== Material to process ==
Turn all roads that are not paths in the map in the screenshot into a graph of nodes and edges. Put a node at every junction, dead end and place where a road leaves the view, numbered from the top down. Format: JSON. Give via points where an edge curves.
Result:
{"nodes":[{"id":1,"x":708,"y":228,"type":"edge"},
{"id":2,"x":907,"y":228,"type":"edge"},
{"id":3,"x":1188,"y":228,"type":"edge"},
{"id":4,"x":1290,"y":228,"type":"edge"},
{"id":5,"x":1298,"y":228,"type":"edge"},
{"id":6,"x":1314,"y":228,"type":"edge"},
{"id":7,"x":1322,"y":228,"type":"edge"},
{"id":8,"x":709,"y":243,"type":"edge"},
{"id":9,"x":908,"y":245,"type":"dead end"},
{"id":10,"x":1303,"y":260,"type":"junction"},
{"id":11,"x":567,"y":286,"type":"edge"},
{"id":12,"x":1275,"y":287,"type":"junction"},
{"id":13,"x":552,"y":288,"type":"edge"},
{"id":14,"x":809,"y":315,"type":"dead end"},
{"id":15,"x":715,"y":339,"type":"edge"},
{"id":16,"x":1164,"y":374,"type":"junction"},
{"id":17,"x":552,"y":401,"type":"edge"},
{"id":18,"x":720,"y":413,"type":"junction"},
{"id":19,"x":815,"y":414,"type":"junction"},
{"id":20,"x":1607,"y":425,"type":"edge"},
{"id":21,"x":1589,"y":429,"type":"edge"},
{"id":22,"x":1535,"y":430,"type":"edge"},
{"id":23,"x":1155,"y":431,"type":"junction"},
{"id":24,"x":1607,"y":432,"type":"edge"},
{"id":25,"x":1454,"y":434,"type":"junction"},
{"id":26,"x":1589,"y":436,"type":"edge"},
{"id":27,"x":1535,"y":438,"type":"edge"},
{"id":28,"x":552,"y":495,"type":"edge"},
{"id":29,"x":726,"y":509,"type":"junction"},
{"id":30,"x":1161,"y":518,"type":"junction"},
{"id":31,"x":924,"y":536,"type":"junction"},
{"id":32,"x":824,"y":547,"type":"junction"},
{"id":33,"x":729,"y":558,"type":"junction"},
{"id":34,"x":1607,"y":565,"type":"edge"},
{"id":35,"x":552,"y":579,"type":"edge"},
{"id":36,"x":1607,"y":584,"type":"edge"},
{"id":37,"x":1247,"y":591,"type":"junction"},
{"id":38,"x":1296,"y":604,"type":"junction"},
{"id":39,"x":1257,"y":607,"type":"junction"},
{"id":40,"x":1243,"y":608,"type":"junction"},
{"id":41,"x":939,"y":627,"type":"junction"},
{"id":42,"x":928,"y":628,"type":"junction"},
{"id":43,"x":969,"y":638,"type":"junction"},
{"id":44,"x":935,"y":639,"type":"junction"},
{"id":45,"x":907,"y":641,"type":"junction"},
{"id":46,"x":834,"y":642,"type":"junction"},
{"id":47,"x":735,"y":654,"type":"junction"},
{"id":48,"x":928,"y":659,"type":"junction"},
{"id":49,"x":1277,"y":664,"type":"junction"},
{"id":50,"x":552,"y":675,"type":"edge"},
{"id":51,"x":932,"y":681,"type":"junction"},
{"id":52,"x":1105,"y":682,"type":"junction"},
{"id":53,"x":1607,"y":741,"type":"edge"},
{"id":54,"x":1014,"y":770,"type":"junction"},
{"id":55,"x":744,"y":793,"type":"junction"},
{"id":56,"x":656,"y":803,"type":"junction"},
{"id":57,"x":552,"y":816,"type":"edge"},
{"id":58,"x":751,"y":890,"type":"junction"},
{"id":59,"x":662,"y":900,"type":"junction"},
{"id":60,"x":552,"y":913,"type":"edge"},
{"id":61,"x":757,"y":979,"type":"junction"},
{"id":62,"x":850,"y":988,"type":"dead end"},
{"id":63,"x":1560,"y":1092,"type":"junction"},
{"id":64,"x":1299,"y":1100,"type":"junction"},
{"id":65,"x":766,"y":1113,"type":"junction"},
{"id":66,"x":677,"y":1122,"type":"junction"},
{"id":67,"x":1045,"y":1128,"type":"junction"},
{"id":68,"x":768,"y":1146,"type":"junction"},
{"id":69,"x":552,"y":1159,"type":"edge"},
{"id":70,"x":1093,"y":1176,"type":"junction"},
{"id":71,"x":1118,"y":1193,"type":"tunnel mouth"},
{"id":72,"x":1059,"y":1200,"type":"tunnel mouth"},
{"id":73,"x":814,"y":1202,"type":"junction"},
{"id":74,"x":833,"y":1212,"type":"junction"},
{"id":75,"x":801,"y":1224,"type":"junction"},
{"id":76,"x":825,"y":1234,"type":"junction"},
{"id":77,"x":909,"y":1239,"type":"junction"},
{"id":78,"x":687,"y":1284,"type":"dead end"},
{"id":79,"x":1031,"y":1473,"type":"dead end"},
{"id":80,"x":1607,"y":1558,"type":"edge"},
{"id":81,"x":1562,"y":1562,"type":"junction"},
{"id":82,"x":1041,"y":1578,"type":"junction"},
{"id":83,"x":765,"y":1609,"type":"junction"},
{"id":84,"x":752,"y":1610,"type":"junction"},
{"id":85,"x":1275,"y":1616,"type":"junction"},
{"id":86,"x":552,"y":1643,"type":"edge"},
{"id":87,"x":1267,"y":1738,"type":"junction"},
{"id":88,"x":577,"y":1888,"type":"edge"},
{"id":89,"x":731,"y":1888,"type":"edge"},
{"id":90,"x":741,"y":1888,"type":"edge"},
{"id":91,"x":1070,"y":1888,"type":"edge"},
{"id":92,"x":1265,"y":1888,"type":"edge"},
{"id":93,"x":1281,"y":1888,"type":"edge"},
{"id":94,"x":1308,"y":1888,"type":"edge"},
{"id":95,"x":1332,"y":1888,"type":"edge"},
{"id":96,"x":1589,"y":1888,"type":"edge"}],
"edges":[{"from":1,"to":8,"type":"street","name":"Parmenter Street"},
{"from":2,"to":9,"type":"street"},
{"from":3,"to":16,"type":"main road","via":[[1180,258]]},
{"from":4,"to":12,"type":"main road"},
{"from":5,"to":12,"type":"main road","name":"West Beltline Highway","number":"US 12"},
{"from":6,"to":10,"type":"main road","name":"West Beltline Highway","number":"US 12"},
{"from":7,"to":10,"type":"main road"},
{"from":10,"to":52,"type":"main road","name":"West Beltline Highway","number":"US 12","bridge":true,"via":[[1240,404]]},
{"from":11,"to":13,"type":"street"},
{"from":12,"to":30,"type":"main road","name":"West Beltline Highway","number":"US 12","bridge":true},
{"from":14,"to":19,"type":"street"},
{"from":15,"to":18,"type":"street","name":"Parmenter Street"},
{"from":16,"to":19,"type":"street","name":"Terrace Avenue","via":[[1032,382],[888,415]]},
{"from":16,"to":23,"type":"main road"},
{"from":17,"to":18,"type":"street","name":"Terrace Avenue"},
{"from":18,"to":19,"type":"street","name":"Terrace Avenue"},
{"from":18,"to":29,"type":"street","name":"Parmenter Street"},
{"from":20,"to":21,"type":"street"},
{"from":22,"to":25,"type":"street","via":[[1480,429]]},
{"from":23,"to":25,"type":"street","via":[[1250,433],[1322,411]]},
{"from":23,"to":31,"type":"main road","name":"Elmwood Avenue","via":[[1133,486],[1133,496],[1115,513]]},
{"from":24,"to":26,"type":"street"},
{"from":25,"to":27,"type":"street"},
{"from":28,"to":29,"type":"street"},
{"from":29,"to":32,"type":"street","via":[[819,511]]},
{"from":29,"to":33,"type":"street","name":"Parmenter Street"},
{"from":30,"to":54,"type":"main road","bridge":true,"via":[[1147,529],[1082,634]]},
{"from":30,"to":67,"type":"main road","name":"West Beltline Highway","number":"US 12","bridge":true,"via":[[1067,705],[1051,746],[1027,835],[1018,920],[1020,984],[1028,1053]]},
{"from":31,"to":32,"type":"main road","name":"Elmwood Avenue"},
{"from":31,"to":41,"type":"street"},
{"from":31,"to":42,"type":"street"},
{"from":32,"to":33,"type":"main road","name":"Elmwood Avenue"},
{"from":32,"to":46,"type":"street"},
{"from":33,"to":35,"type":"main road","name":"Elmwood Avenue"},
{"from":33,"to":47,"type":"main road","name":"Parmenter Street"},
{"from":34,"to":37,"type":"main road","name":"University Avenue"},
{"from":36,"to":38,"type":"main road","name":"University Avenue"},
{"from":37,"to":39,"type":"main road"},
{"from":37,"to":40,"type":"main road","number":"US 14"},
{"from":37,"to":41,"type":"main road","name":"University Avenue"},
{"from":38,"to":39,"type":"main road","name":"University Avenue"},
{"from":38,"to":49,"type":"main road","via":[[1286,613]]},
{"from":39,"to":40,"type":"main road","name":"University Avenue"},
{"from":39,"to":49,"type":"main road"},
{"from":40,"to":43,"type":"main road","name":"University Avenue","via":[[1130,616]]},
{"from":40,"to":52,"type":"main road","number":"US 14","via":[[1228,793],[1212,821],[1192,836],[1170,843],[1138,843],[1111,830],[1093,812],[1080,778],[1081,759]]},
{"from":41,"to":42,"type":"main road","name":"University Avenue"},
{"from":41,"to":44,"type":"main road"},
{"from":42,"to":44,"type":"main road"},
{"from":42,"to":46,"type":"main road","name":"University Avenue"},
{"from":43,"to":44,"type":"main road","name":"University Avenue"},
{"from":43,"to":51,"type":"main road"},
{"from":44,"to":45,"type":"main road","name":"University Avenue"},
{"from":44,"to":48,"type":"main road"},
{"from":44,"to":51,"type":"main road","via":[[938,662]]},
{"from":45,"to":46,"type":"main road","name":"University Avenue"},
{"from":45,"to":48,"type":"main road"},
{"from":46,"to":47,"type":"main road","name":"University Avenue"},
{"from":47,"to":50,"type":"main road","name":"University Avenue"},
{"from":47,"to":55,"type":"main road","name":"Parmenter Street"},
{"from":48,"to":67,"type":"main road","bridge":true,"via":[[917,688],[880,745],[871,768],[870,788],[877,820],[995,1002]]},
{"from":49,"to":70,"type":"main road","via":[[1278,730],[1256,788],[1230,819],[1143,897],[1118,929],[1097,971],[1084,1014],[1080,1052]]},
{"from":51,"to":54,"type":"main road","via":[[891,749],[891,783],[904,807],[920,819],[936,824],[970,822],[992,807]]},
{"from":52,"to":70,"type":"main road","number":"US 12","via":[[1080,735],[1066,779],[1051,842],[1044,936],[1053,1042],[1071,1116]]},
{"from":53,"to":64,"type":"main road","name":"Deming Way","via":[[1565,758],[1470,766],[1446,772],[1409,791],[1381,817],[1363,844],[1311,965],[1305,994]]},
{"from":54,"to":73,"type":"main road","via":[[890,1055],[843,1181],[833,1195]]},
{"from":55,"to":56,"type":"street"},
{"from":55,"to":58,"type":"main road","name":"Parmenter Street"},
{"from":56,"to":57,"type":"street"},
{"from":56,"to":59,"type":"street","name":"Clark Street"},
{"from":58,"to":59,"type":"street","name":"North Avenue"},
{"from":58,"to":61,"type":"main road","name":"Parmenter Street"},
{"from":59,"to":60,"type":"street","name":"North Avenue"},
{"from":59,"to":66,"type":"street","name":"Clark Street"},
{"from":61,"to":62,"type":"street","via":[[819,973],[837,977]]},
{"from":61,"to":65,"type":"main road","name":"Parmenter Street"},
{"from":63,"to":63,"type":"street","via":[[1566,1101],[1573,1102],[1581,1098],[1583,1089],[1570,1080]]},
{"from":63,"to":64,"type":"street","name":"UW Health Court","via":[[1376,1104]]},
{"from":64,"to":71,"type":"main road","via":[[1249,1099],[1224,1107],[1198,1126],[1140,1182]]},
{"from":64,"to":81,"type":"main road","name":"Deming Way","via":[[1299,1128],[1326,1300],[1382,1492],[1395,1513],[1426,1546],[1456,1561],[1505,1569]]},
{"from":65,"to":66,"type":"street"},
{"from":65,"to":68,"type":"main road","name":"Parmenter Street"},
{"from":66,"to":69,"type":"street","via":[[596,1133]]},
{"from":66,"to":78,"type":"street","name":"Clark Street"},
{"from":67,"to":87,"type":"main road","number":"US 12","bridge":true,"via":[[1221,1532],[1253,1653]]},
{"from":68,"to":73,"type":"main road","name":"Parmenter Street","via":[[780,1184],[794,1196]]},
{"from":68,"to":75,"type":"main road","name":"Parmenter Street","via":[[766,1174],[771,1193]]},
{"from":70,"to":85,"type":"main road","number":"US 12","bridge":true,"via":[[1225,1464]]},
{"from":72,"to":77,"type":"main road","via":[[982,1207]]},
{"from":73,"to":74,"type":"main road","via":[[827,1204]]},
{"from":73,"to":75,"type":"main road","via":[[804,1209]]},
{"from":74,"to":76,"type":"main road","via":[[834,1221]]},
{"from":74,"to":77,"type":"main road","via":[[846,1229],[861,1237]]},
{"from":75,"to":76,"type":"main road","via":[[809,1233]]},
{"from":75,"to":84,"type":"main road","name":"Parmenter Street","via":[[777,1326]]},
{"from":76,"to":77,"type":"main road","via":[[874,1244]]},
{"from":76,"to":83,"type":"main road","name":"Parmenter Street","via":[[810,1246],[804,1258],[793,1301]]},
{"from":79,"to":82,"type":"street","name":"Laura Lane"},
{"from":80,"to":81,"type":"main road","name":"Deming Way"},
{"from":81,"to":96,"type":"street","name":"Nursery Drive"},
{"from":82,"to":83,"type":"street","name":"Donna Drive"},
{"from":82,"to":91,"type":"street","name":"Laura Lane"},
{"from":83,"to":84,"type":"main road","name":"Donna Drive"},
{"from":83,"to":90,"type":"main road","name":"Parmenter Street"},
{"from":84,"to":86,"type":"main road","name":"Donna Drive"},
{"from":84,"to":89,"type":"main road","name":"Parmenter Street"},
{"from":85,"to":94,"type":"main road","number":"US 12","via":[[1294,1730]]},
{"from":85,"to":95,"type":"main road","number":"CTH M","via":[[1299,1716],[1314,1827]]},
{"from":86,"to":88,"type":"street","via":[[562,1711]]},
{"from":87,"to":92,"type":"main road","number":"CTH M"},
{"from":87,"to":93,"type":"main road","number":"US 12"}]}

== Work instruction ==
Among the records above, how many lines carry the string "Drive"? Reply with the number alone.

== Response ==
4